Colleton County sheriff’s deputies chatted as they secured the crime scene.

“Y’all familiar with this family?” one asked.

“I wasn’t until you told me their names.”

“Alright, I’ll fill you in later.”

The family was the Murdaughs.

The name became ubiquitous in the months that followed the brutal killings. Alex Murdaugh, the man holding the shotgun, would be charged in the double homicide, one of several twists in a lurid crime story that has gained international attention.

Even before the killings, locals knew the prestigious family. Murdaugh was the scion of a Lowcountry legal dynasty that for nearly a century controlled the solicitor’s office for the 14th Judicial Circuit, prosecuting crimes in five counties across South Carolina's Lowcountry.

In 2019, Murdaugh’s youngest son, Paul, who he is accused of killing, was charged with boating while intoxicated in a fatal crash that killed a 19-year-old girl. Some community members suspected the Murdaughs were using their influence to shield the young man from punishment.
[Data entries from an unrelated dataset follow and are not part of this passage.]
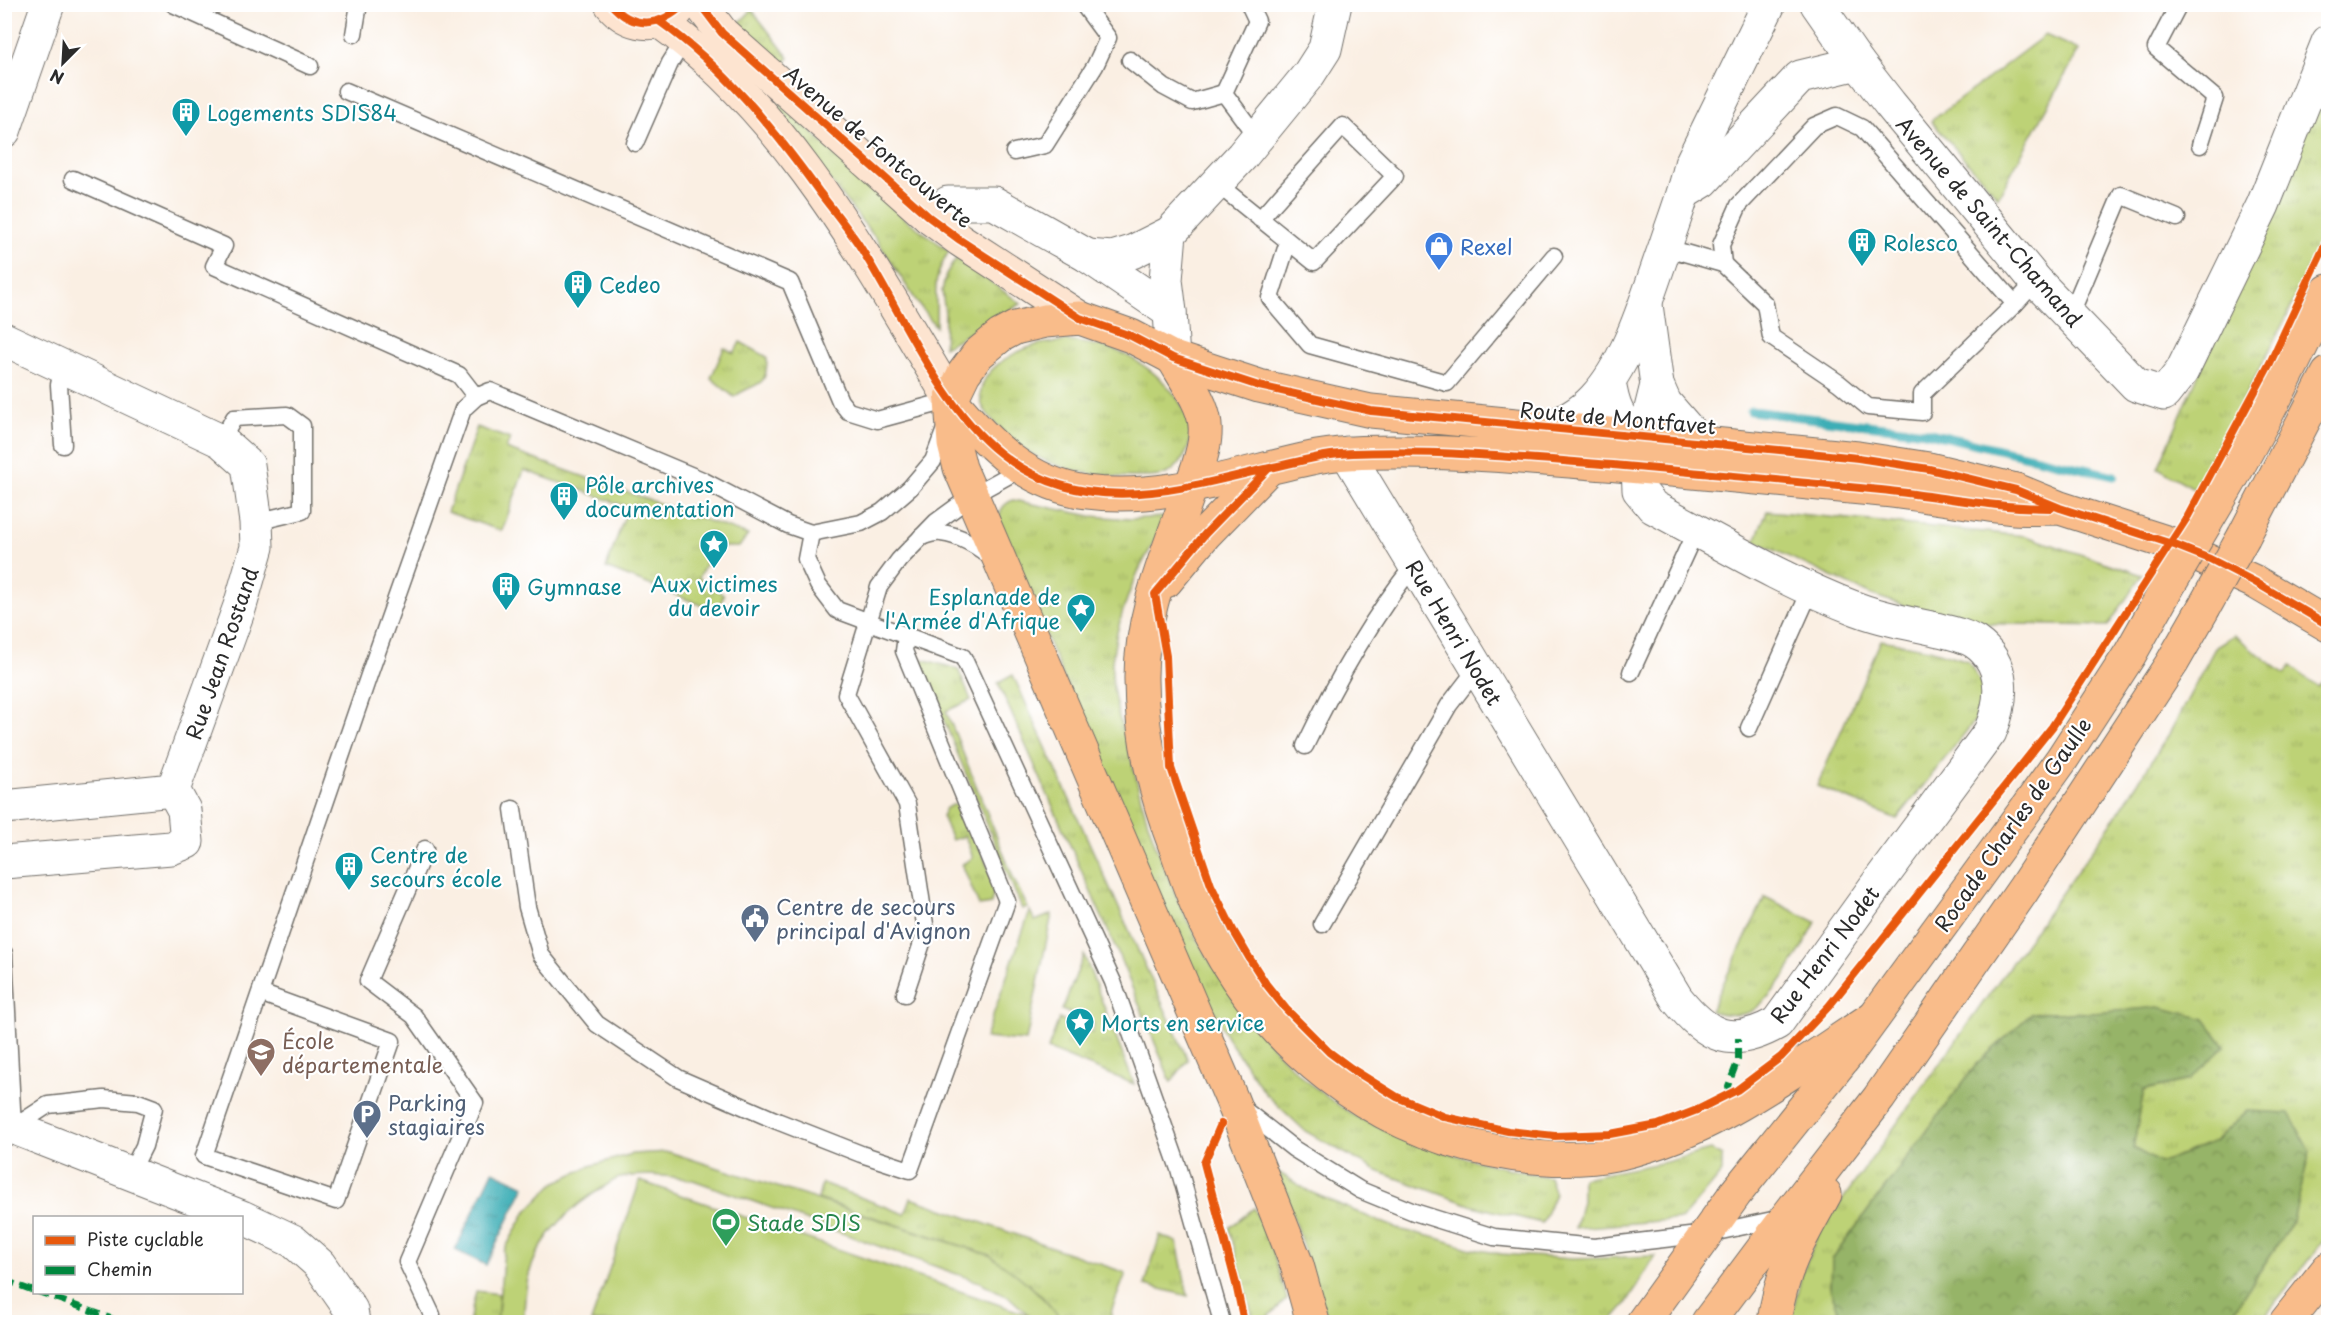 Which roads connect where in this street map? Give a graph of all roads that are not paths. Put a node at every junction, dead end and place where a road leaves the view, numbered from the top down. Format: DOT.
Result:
graph roads {
  1 [pos="48,4"];
  2 [pos="172,4"];
  3 [pos="359,4"];
  4 [pos="610,4"];
  5 [pos="700,4"];
  6 [pos="1083,4"];
  7 [pos="1249,4"];
  8 [pos="1335,4"];
  9 [pos="1769,4"];
  10 [pos="1817,4"];
  11 [pos="2179,4"];
  12 [pos="676,22"];
  13 [pos="354,34"];
  14 [pos="2328,42"];
  15 [pos="1130,60"];
  16 [pos="1858,63"];
  17 [pos="309,66"];
  18 [pos="346,91"];
  19 [pos="1224,93"];
  20 [pos="7,120"];
  21 [pos="1256,136"];
  22 [pos="635,143"];
  23 [pos="2200,145"];
  24 [pos="1014,152"];
  25 [pos="73,179"];
  26 [pos="1216,183"];
  27 [pos="1686,192"];
  28 [pos="929,217"];
  29 [pos="2177,218"];
  30 [pos="1260,219"];
  31 [pos="1170,233"];
  32 [pos="1288,242"];
  33 [pos="1664,247"];
  34 [pos="1088,256"];
  35 [pos="1554,256"];
  36 [pos="1723,264"];
  37 [pos="2328,291"];
  38 [pos="2025,292"];
  39 [pos="1646,305"];
  40 [pos="1170,312"];
  41 [pos="2070,316"];
  42 [pos="1080,318"];
  43 [pos="4,339"];
  44 [pos="1173,358"];
  45 [pos="63,366"];
  46 [pos="2328,374"];
  47 [pos="1609,381"];
  48 [pos="1657,385"];
  49 [pos="476,397"];
  50 [pos="951,400"];
  51 [pos="1548,429"];
  52 [pos="221,441"];
  53 [pos="1699,442"];
  54 [pos="63,445"];
  55 [pos="1638,452"];
  56 [pos="1347,453"];
  57 [pos="1022,468"];
  58 [pos="1268,469"];
  59 [pos="1191,486"];
  60 [pos="973,495"];
  61 [pos="2060,508"];
  62 [pos="256,522"];
  63 [pos="1696,530"];
  64 [pos="811,533"];
  65 [pos="921,537"];
  66 [pos="1414,565"];
  67 [pos="1008,577"];
  68 [pos="1811,590"];
  69 [pos="1155,594"];
  70 [pos="868,623"];
  71 [pos="2328,625"];
  72 [pos="906,636"];
  73 [pos="1631,672"];
  74 [pos="1482,674"];
  75 [pos="1749,728"];
  76 [pos="1305,746"];
  77 [pos="173,790"];
  78 [pos="4,807"];
  79 [pos="513,809"];
  80 [pos="425,849"];
  81 [pos="4,862"];
  82 [pos="1322,924"];
  83 [pos="4,953"];
  84 [pos="260,993"];
  85 [pos="904,993"];
  86 [pos="1874,1017"];
  87 [pos="1879,1098"];
  88 [pos="1232,1100"];
  89 [pos="9,1126"];
  90 [pos="130,1174"];
  91 [pos="242,1216"];
  92 [pos="243,1216"];
  93 [pos="1786,1218"];
  94 [pos="1707,1234"];
  95 [pos="2328,1269"];
  96 [pos="2328,1298"];
  97 [pos="432,1315"];
  98 [pos="353,1323"];
  99 [pos="1222,1323"];
  100 [pos="1313,1323"];
  101 [pos="1643,1323"];
  102 [pos="1708,1323"];
  103 [pos="1774,1323"];
  104 [pos="2286,1323"];
  105 [pos="2309,1323"];
  1 -- 20 [label="street"];
  2 -- 17 [label="lane"];
  3 -- 13 [label="lane"];
  4 -- 12 [label="main road"];
  5 -- 28 [label="main road, Avenue de Fontcouverte"];
  6 -- 24 [label="lane"];
  7 -- 19 [label="lane"];
  8 -- 21 [label="street"];
  9 -- 27 [label="street"];
  10 -- 16 [label="street, Avenue de Saint-Chamand"];
  11 -- 23 [label="lane"];
  12 -- 22 [label="lane"];
  12 -- 50 [label="main road"];
  14 -- 41 [label="street, Avenue de Saint-Chamand"];
  15 -- 19 [label="lane"];
  16 -- 27 [label="street"];
  16 -- 38 [label="street, Avenue de Saint-Chamand"];
  18 -- 50 [label="lane"];
  19 -- 21 [label="lane"];
  21 -- 26 [label="street"];
  25 -- 49 [label="lane"];
  26 -- 30 [label="lane"];
  26 -- 31 [label="street"];
  27 -- 33 [label="street"];
  28 -- 34 [label="street"];
  28 -- 42 [label="main road, Avenue de Fontcouverte"];
  29 -- 41 [label="lane"];
  30 -- 32 [label="lane"];
  30 -- 32 [label="lane"];
  31 -- 34 [label="street"];
  31 -- 40 [label="street"];
  32 -- 35 [label="lane"];
  33 -- 36 [label="lane"];
  33 -- 39 [label="street"];
  34 -- 40 [label="street"];
  36 -- 38 [label="lane"];
  36 -- 38 [label="lane"];
  37 -- 86 [label="main road, Rocade Charles de Gaulle, bridge"];
  38 -- 41 [label="street, Avenue de Saint-Chamand"];
  39 -- 47 [label="street"];
  39 -- 48 [label="street"];
  40 -- 44 [label="street"];
  42 -- 44 [label="main road, Route de Montfavet"];
  42 -- 50 [label="main road"];
  43 -- 45 [label="street, Rue Jean Rostand"];
  44 -- 51 [label="main road, Route de Montfavet"];
  44 -- 59 [label="main road"];
  45 -- 52 [label="street, Rue Jean Rostand"];
  45 -- 54 [label="lane"];
  46 -- 87 [label="main road, Rocade Charles de Gaulle, bridge"];
  47 -- 51 [label="street"];
  47 -- 55 [label="street"];
  48 -- 53 [label="street"];
  48 -- 55 [label="street"];
  49 -- 64 [label="lane"];
  49 -- 84 [label="lane"];
  50 -- 57 [label="main road, Route de Montfavet"];
  50 -- 60 [label="main road"];
  50 -- 64 [label="lane"];
  51 -- 55 [label="main road, Route de Montfavet"];
  52 -- 62 [label="street, Rue Jean Rostand"];
  52 -- 62 [label="lane"];
  53 -- 55 [label="main road, Route de Montfavet"];
  53 -- 61 [label="main road, Route de Montfavet"];
  55 -- 56 [label="main road, Route de Montfavet"];
  55 -- 61 [label="main road, Route de Montfavet"];
  55 -- 63 [label="street, Rue Henri Nodet"];
  56 -- 58 [label="main road, Route de Montfavet"];
  56 -- 66 [label="street, Rue Henri Nodet"];
  57 -- 59 [label="main road, Route de Montfavet"];
  57 -- 60 [label="lane"];
  58 -- 59 [label="main road, Route de Montfavet"];
  58 -- 69 [label="main road"];
  59 -- 69 [label="main road"];
  60 -- 65 [label="lane"];
  60 -- 67 [label="main road"];
  61 -- 71 [label="main road, Route de Montfavet"];
  62 -- 77 [label="street, Rue Jean Rostand"];
  63 -- 68 [label="street, Rue Henri Nodet"];
  63 -- 73 [label="lane"];
  64 -- 70 [label="lane"];
  65 -- 67 [label="lane"];
  65 -- 70 [label="lane"];
  66 -- 74 [label="street, Rue Henri Nodet"];
  66 -- 76 [label="lane"];
  67 -- 88 [label="main road"];
  68 -- 74 [label="street, Rue Henri Nodet"];
  68 -- 75 [label="lane"];
  69 -- 86 [label="main road"];
  70 -- 72 [label="lane"];
  70 -- 85 [label="lane"];
  72 -- 79 [label="lane"];
  72 -- 99 [label="lane"];
  74 -- 82 [label="lane"];
  77 -- 78 [label="street"];
  77 -- 81 [label="street"];
  80 -- 97 [label="lane"];
  83 -- 89 [label="lane"];
  84 -- 84 [label="lane"];
  86 -- 94 [label="main road, Rocade Charles de Gaulle"];
  87 -- 93 [label="main road, Rocade Charles de Gaulle"];
  87 -- 103 [label="main road"];
  88 -- 94 [label="lane"];
  88 -- 100 [label="main road"];
  89 -- 90 [label="street"];
  89 -- 90 [label="lane"];
  90 -- 91 [label="street"];
  92 -- 98 [label="street"];
  93 -- 94 [label="lane"];
  93 -- 102 [label="main road, Rocade Charles de Gaulle"];
  94 -- 101 [label="main road, Rocade Charles de Gaulle"];
  95 -- 104 [label="main road"];
  96 -- 105 [label="main road"];
}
Murdaugh’s murder trial began this week.

Alex Murdaugh cries as the murder of his wife and son is described by Colleton County Sheriff's Department Sgt. Daniel Greene during testimony in Murdaugh's double murder trial at the Colleton County Courthouse in Walterboro, S.C, on Thursday, Jan. 26, 2023. (Joshua Boucher/The State via AP)

On Thursday, law enforcement officers told the jury what they found when they arrived the night of June 7, 2021, at the family’s estate in unincorporated Colleton County.

Colleton County Sheriff’s Sergeant Daniel Greene was the first officer on the scene. He found the bodies and spoke briefly with Murdaugh, a conversation recorded by the sergeant’s body-worn camera.

Murdaugh was nervous, anxious and upset, according to Green, but he was not crying. Murdaugh told the sergeant he believed the shooting was retaliation for Paul’s alleged role in the boat crash, according to the body-worn camera footage. The father made similar claims to an emergency dispatcher.

He told the dispatcher his wife and son were not breathing when he arrived at the estate. As he spoke with Greene, he asked several times if they were hurt.

“Any reasonable person who came across those bodies would come to the conclusion they were deceased,” Greene testified.

Murdaugh told the dispatcher he armed himself with a shotgun from the estate after discovering his loved ones' bodies. Greene took the firearm and stowed it in his squad car, he testified. Defense attorney Dick Harpootlian noted in cross-examination a 16-gauge shell was loaded in the 12-gauge shotgun. Greene acknowledged firing a shell of the wrong size could be dangerous.

Murdaugh’s state of mind at that moment is a critical question in the trial. In his opening statement Wednesday, state prosecutor Creighton Waters alleged the defendant was already crafting an alibi after he gunned down his wife and son. His gasping breaths and hoarse voice was a ruse, intended to garner sympathy and draw attention to other suspects, Waters said.

Harpootlian said in his opening statement that Maggie Murdaugh, 52, and the couple's 22-year-old son were “slaughtered.” Paul’s skull was destroyed by a shotgun blast while his mother was shot five times with a semiautomatic rifle.

The jurors saw video and photos of the bodies. Colleton County Judge Clifton Newman ordered that the graphic images would not be released to the public.

Testimony hinted at the gruesomeness, though. In one photo, Paul’s brains were visible “down there around his ankles,” according to Colleton County Fire Chief Barry McRoy.

Murdaugh wept at the defense’s table as McRoy testified.

The trial is expected to last several weeks.